審議のような比較的狭い過程におけるアクター

とりあえず国レベルの話(*)

  • 文科省官僚
  • 審議会委員などの外部有識者
    • 教員代表(校長など)
    • 教員団体(組合など)の代表
    • 地方自治体関係者
    • 教育系企業
    • 経済界代表
    • 学界代表(英語教育研究者・応用言語学者
    • その他民間有識者(芸能人、予備校講師、元アスリートほか)
  • 政治家(とくに与党政治家)
  • 首相・内閣・内閣府
  • 財務省
  • 経済界
  • 地方自治体(首長、教育長、教育委員会
  • 現場の教員。集合的組織としての教員組合
  • 民間教育団体
  • 教育系企業

(*) 自治体(首長→←教育委員会→←現場)レベルの英語教育政策形成は、具体的な研究が乏しく、実はよくわかっていない。

審議会の多元性・階層性

  • 文科省
    • 中央教育審議会
    • 中教審の下位部会
      • 教育課程部会
      • それ以外の英語系部会(例、「外国語専門部会」2003-2007、「英語教育の在り方に関する有識者会議」2014、大学入試のあり方に関する検討会議2019-2021)
  • 内閣レベル

以上から分かる通り,日本の英語教育は学校教育の枠内に閉じている度合いが高く,審議に関与する省庁は限定的である。他方で,その他の言語教育政策・言語政策は必ずしもここまで単純ではない。たとえば,日本語教育は、文化庁法務省厚生労働省,地方の首長部局(非教育セクター)も重要なアクターである。

事例:外国語活動導入(2000年代半ば審議、2008決定、2011施行)

政策過程:2000年代の小学校英語を事例に

政策過程全体に関与するアクター

  • 政府内審議
  • 政府外部の政治的アクターの会議(与党、経済団体、組合)
  • 政府外部の非政治的アクターの会議(学会、民間団体、シンクタンク
  • 地方自治
  • マスメディア
  • 市民=世論

英語教育政策過程のアクター(日本の場合)

誰が政策決定の手綱を握っているか?

結局,「時期や政策による」が答えだが,一定の傾向はある。

  • 時期
    • 1980年代以前は文部省。

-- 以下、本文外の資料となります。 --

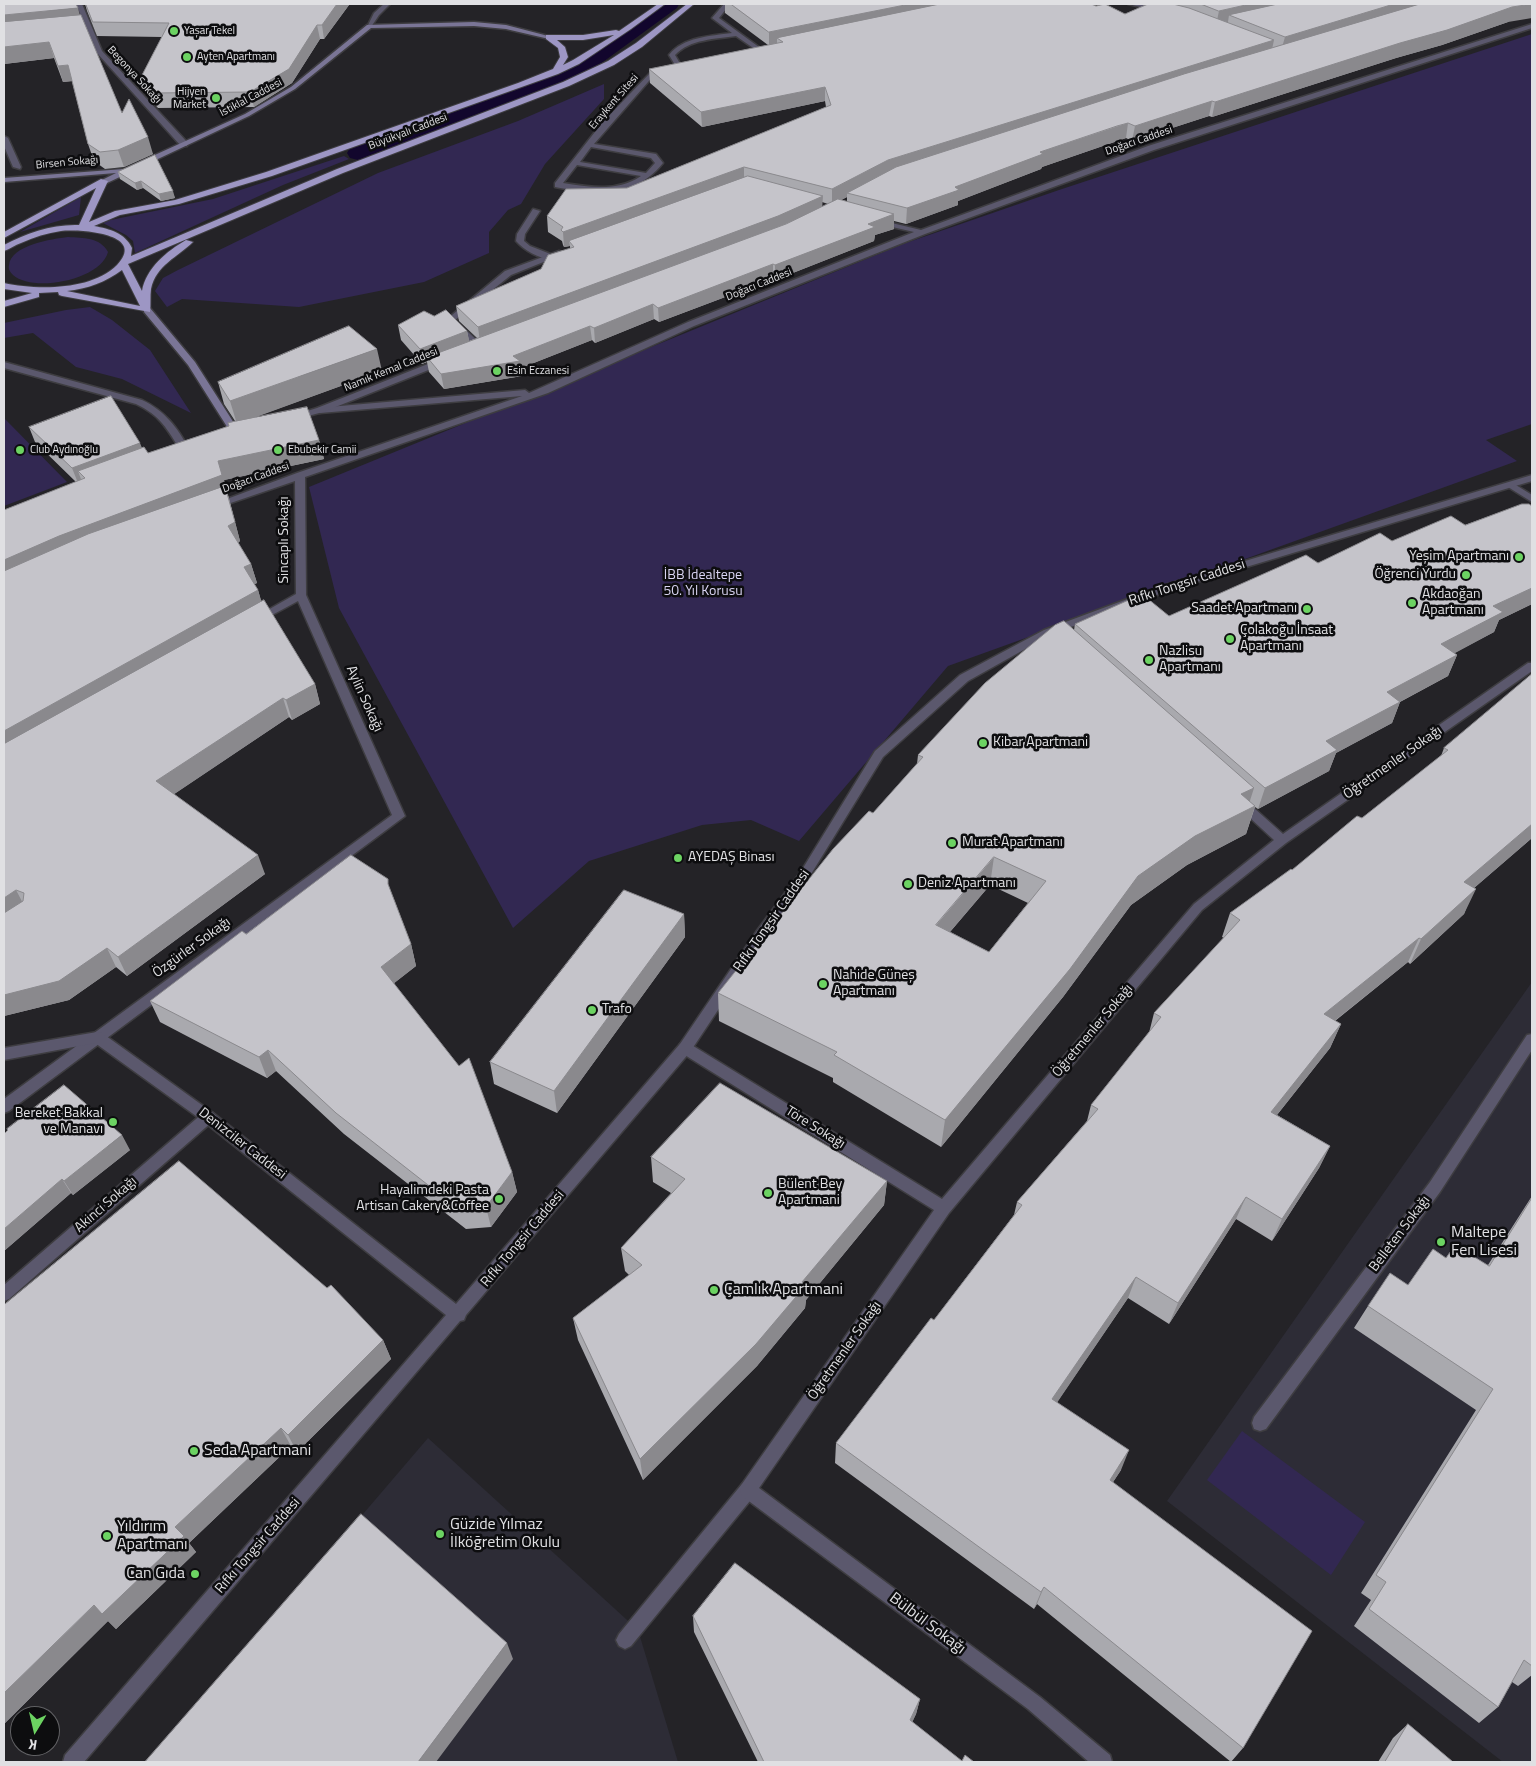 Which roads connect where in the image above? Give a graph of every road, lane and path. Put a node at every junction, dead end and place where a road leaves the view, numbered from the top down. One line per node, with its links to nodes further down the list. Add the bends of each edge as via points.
1 (79, 4): 9 (street, Begonya Sokağı)
2 (89, 4): 9 (street)
3 (387, 4): 10 (street, İstiklal Caddesi)
4 (662, 4): 14 (highway, Büyükyalı Caddesi)
5 (691, 4): 33 (highway, Büyükyalı Caddesi, via 640,46 566,84 350,167)
6 (727, 4): 15 (street, via 715,18)
7 (1131, 4): 8 (street)
8 (1165, 11)
9 (82, 12): 12 (street, Begonya Sokağı)
10 (369, 26): 16 (main road, via 474,24 506,27); 24 (main road, İstiklal Caddesi, via 294,88 247,115)
11 (1532, 26): 36 (street, Doğacı Caddesi, via 1151,148)
12 (87, 27): 13 (street); 24 (street, Begonya Sokağı, via 99,52)
13 (78, 28)
14 (628, 28): 16 (highway, Büyükyalı Caddesi, via 596,37); 22 (highway, Büyükyalı Caddesi)
15 (738, 34): 18 (street); 21 (street, via 680,46 672,55)
16 (549, 37): 22 (highway, via 561,48 564,57)
17 (771, 49): 18 (street)
18 (761, 50): 19 (street)
19 (752, 52)
20 (688, 66): 21 (street, Eraykent Sitesi)
21 (679, 67): 25 (street, Eraykent Sitesi, via 653,73)
22 (555, 72): 35 (highway, Büyükyalı Caddesi, via 269,174 176,202 118,214)
23 (4, 138): 27 (street)
24 (184, 144): 28 (main road, İstiklal Caddesi)
25 (590, 145): 26 (street, Eraykent Sitesi); 29 (street, via 657,158 658,165)
26 (576, 163): 29 (street); 29 (street, Eraykent Sitesi, via 558,185 608,191 632,185)
27 (17, 167)
28 (131, 169): 30 (main road, Birsen Sokağı); 31 (main road, İstiklal Caddesi)
29 (646, 175)
30 (4, 180)
31 (104, 181): 35 (highway); 37 (highway, İstiklal Caddesi)
32 (536, 211): 40 (street, via 520,241 527,248)
33 (242, 213): 41 (highway, Büyükyalı Caddesi); 45 (highway, via 178,248 146,288)
34 (869, 219): 36 (street)
35 (82, 228): 38 (highway, Büyükyalı Caddesi, via 32,235); 41 (highway, Büyükyalı Caddesi, via 122,239 128,254)
36 (922, 232): 51 (street, Doğacı Caddesi, via 691,324)
37 (4, 235)
38 (4, 248)
39 (569, 251): 40 (street)
40 (550, 258): 47 (street, via 508,273 450,320)
41 (123, 263): 43 (highway, Büyükyalı Caddesi, via 102,279); 45 (highway, Büyükyalı Caddesi)
42 (4, 286): 43 (highway, Büyükyalı Caddesi, via 28,292)
43 (49, 292): 44 (highway, Büyükyalı Caddesi); 45 (highway)
44 (4, 304)
45 (147, 310): 54 (main road, via 192,364)
46 (488, 343): 47 (street)
47 (479, 347): 48 (street)
48 (470, 350)
49 (453, 357): 52 (street, Namık Kemal Caddesi)
50 (4, 365): 55 (street, via 151,407 168,421)
51 (545, 391): 52 (street); 56 (street, Doğacı Caddesi)
52 (320, 410): 53 (street, Namık Kemal Caddesi)
53 (282, 419)
54 (235, 431)
55 (184, 449)
56 (300, 475): 60 (street, Doğacı Caddesi); 61 (street, Sincaplı Sokağı)
57 (1532, 478): 58 (street, Rıfkı Tongsir Caddesi)
58 (1511, 484): 59 (street); 69 (street, Rıfkı Tongsir Caddesi, via 1169,587 1052,635 964,678 879,754 804,876)
59 (1532, 499)
60 (200, 511)
61 (301, 595): 62 (street, Sincaplı Sokağı); 65 (street, Aylin Sokağı)
62 (250, 624)
63 (1532, 666): 66 (street, Öğretmenler Sokağı)
64 (1231, 794): 66 (street)
65 (399, 816): 67 (street, Özgürler Sokağı)
66 (1282, 840): 73 (street, Öğretmenler Sokağı, via 1198,907)
67 (97, 1037): 70 (street); 71 (street, Özgürler Sokağı); 72 (street, Denizciler Caddesi)
68 (1532, 1039): 76 (street, Belleten Sokağı, via 1435,1187)
69 (685, 1048): 73 (street, Töre Sokağı); 75 (street, Rıfkı Tongsir Caddesi)
70 (4, 1054)
71 (4, 1106)
72 (208, 1117): 74 (street, Akinci Sokağı); 75 (street, Denizciler Caddesi)
73 (944, 1208): 77 (street, Öğretmenler Sokağı)
74 (4, 1294)
75 (458, 1315): 79 (street, Rıfkı Tongsir Caddesi)
76 (1260, 1422)
77 (748, 1490): 78 (street, Öğretmenler Sokağı); 80 (street, Bülbül Sokağı, via 1034,1703)
78 (625, 1640)
79 (72, 1762)
80 (1103, 1762) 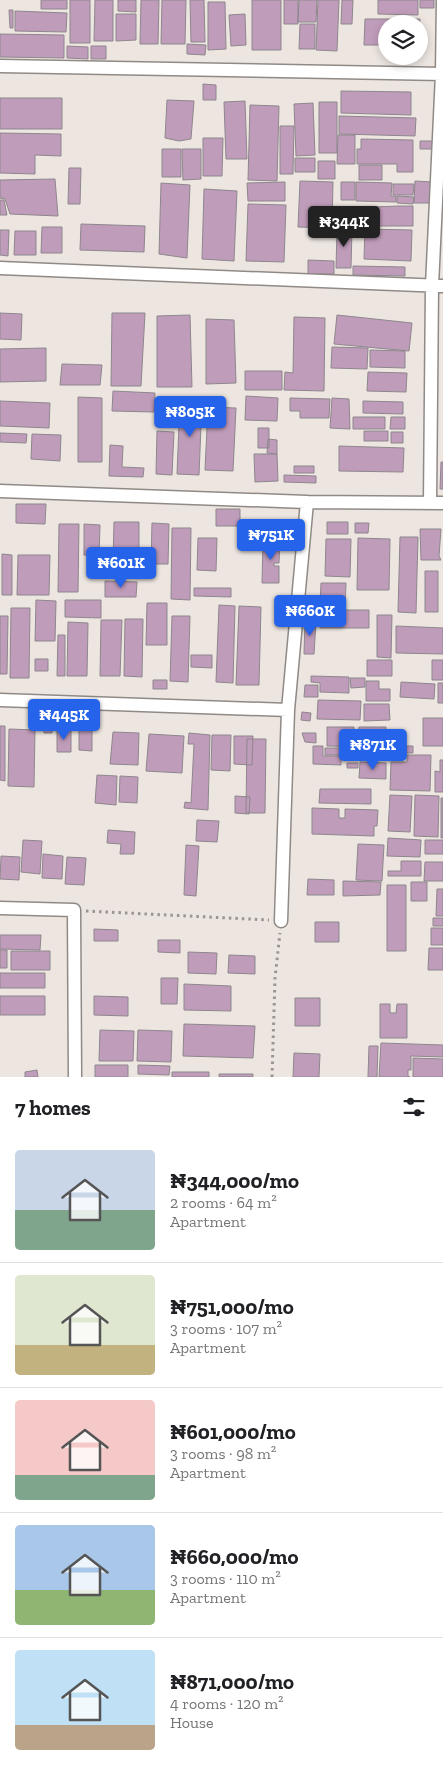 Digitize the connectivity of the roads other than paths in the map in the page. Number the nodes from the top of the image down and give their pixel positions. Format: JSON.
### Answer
{"nodes":[{"id":1,"x":443,"y":0,"type":"edge"},
{"id":2,"x":0,"y":66,"type":"edge"},
{"id":3,"x":442,"y":74,"type":"edge"},
{"id":4,"x":0,"y":268,"type":"edge"},
{"id":5,"x":438,"y":286,"type":"edge"},
{"id":6,"x":0,"y":491,"type":"edge"},
{"id":7,"x":307,"y":502,"type":"junction"},
{"id":8,"x":437,"y":503,"type":"edge"},
{"id":9,"x":0,"y":700,"type":"edge"},
{"id":10,"x":288,"y":710,"type":"junction"},
{"id":11,"x":0,"y":908,"type":"edge"},
{"id":12,"x":281,"y":921,"type":"road end"},
{"id":13,"x":75,"y":1077,"type":"edge"}],
"edges":[{"from":1,"to":3,"type":"street"},
{"from":2,"to":3,"type":"street"},
{"from":3,"to":5,"type":"street"},
{"from":4,"to":5,"type":"street"},
{"from":5,"to":8,"type":"street"},
{"from":6,"to":7,"type":"street"},
{"from":7,"to":8,"type":"street"},
{"from":7,"to":10,"type":"street"},
{"from":9,"to":10,"type":"street"},
{"from":10,"to":12,"type":"street"},
{"from":11,"to":13,"type":"street"}]} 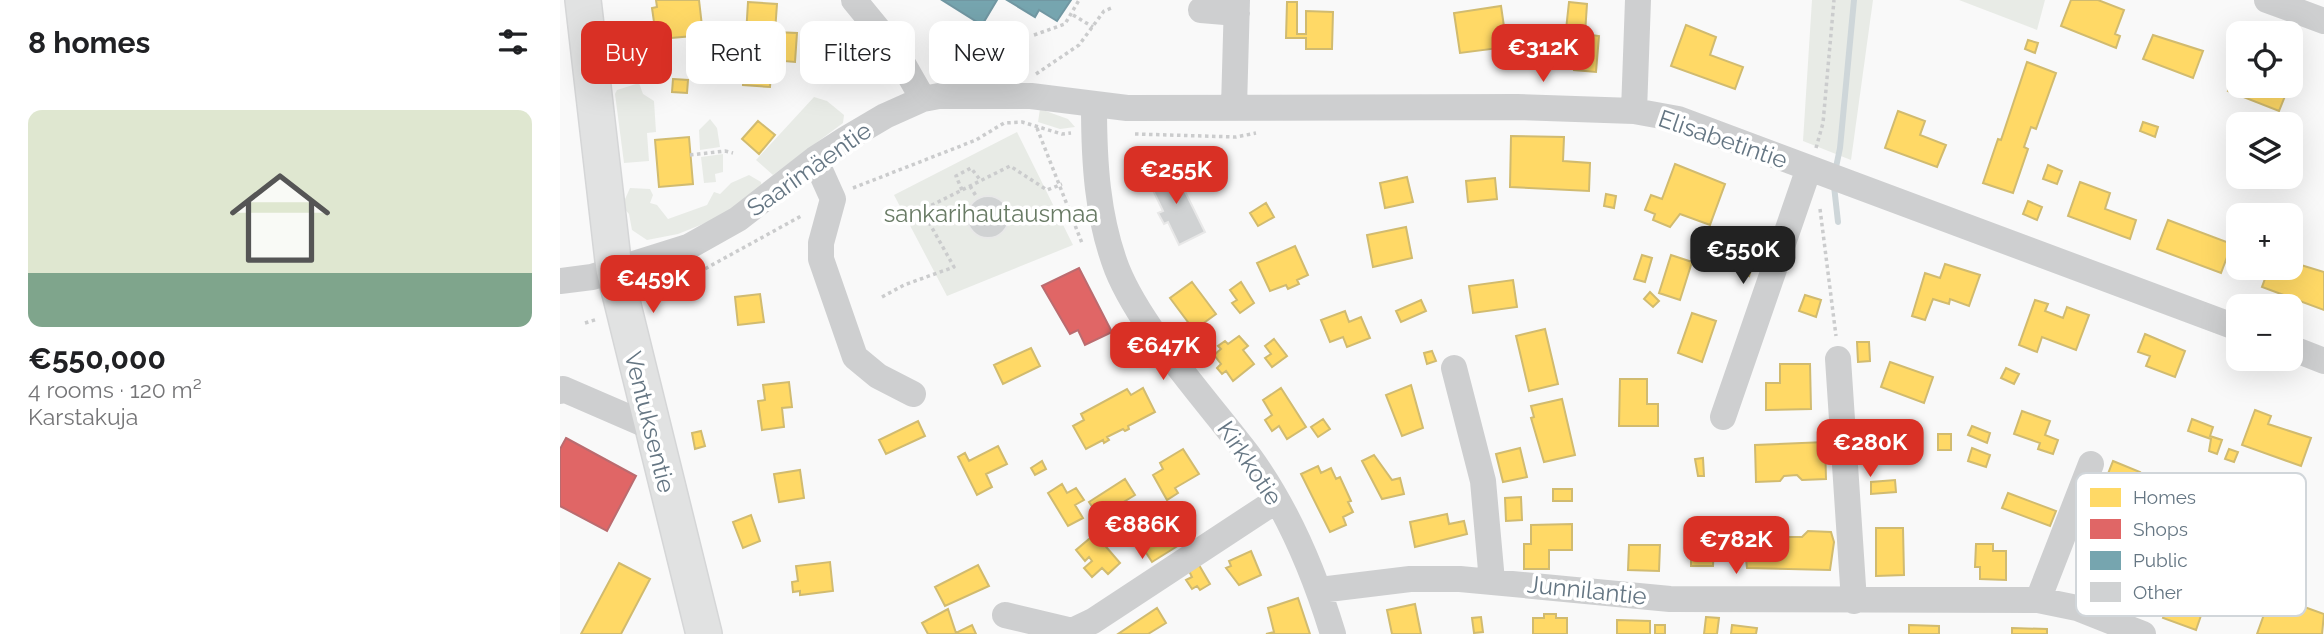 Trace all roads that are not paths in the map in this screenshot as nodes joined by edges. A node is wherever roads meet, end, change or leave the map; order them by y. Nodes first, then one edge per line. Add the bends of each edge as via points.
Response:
1 (583, 0) edge
2 (854, 0) edge
3 (1638, 0) edge
4 (2267, 0) edge
5 (1237, 6) edge
6 (1201, 10) dead end
7 (2324, 21) edge
8 (923, 99) junction
9 (1094, 106) junction
10 (1246, 107) junction
11 (1634, 111) junction
12 (814, 159) junction
13 (1826, 175) junction
14 (614, 269) junction
15 (560, 281) edge
16 (2226, 323) edge
17 (2303, 353) edge
18 (1838, 359) road end
19 (2324, 361) edge
20 (1454, 369) dead end
21 (560, 391) edge
22 (913, 394) dead end
23 (1723, 417) dead end
24 (651, 427) junction
25 (2091, 464) dead end
26 (2087, 473) edge
27 (1277, 500) junction
28 (2076, 502) edge
29 (1492, 581) junction
30 (1320, 590) junction
31 (2038, 600) junction
32 (1854, 601) junction
33 (2076, 608) edge
34 (1005, 615) dead end
35 (2097, 616) edge
36 (704, 634) edge
37 (1333, 634) edge
38 (2143, 634) edge

1 - 14 main road, Ventuksentie
2 - 8 street via 895,50
3 - 11 street
4 - 7 street
5 - 6 street
5 - 10 street
8 - 9 street, Saarimäentie via 1031,96
8 - 12 street, Saarimäentie
9 - 10 street, Elisabetintie
9 - 27 street, Kirkkotie via 1098,198 1117,270 1139,309
10 - 11 street, Elisabetintie
11 - 13 street, Elisabetintie via 1678,119
12 - 14 street, Saarimäentie via 738,219 688,247
12 - 22 street via 834,199 821,259 855,357 878,376
13 - 16 street, Elisabetintie
13 - 23 street
14 - 15 street, Saarimäentie
14 - 24 main road, Ventuksentie
17 - 19 street
18 - 32 street
20 - 29 street via 1483,481
21 - 24 street
24 - 36 main road, Ventuksentie
25 - 26 street
27 - 30 street, Kirkkotie
27 - 34 street via 1072,631
28 - 31 street
29 - 30 street, Junnilantie via 1410,579
29 - 32 street, Junnilantie via 1670,598
30 - 37 street, Kirkkotie
31 - 32 street, Junnilantie
31 - 33 street, Junnilantie
35 - 38 street, Junnilantie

ただし改革志向というよりメンテナンス志向。英語教育関係審議会の存在感は薄い(「審議会=官僚の隠れ蓑」論)。
    • 90年代-2000年代は概ね文科省。英語教育関係審議会について同上。
    • 2010年代は首相主導の性格が強まる(via 教育再生実行会議)。英語教育関係審議会については同上。
  • 政策の射程
    • 改革の具体的な面(例、授業時数、教材、教員)に関するものは、文科省(そして審議会も)の守備範囲。
    • 改革の大綱的な面に関するものは、より上位のアクターの守備範囲。

審議コントロールの具体的事例(1):外国語活動必修化

  • 詳細は『小学校英語のジレンマ』4章
  • 審議の舞台は、中教審教育課程部会の内部に閉じていた
    • 審議前半の中間まとめまで:必修化推進派で委員を固める
    • 審議後半:多様な意見を、文科省事務局の舵取りで、無難に整理→軟着陸

審議コントロールの具体的事例(2):小学校英語教科化

  • 詳細は『小学校英語のジレンマ』5章
  • 審議の舞台は、首相部局(および与党自民党の教育会議)と中教審に分立。
    • 首相サイドが大枠を決める
    • 文科省中教審は、そのプランを具体化するだけの下請け的存在に

  1. EFL推進というアジェンダ設定はあまりに遍在しているので,むしろそれに当てはまらないような逸脱事例を検討したほうが,理論的には有意義,,,かもしれない。このような理論形成に貢献する逸脱事例のことを,事例研究用語で「レバレッジ」と呼ぶ。